### EXERCISE OBJECTIVE:
Take every line in the entries that includes the word "roads" and copy it.

### EXTRACTED DATA:
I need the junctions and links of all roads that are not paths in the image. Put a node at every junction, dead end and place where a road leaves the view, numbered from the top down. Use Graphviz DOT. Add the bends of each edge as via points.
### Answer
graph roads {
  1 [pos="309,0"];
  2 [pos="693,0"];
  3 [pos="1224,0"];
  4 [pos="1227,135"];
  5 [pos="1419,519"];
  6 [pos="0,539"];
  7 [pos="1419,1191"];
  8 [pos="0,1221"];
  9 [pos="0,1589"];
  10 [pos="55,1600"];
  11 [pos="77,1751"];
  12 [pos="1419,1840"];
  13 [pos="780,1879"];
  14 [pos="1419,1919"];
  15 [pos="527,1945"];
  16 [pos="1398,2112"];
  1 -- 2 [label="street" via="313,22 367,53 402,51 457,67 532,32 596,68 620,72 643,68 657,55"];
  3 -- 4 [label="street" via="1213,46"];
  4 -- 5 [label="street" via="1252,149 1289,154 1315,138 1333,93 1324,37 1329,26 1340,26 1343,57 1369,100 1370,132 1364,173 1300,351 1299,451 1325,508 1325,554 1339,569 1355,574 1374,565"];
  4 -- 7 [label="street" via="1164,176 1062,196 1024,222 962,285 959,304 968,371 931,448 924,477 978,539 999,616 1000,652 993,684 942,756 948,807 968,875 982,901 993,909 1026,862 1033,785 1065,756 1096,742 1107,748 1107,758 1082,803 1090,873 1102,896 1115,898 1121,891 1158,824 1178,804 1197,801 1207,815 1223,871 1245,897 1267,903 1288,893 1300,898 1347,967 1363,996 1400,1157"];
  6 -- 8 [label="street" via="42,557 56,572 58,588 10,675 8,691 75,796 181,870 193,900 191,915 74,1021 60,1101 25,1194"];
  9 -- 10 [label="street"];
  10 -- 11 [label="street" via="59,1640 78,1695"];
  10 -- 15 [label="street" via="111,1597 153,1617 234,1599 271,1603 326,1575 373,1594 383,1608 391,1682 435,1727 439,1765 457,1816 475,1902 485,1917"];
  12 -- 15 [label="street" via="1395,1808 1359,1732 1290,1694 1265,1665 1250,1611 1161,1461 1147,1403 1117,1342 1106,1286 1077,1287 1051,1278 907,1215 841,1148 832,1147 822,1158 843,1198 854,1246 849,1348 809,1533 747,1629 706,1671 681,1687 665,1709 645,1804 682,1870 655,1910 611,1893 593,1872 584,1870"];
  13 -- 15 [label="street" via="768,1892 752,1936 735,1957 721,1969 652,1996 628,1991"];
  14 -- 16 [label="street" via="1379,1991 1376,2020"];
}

### TASK RESULT:
I need the junctions and links of all roads that are not paths in the image. Put a node at every junction, dead end and place where a road leaves the view, numbered from the top down. Use Graphviz DOT. Add the bends of each edge as via points.
graph roads {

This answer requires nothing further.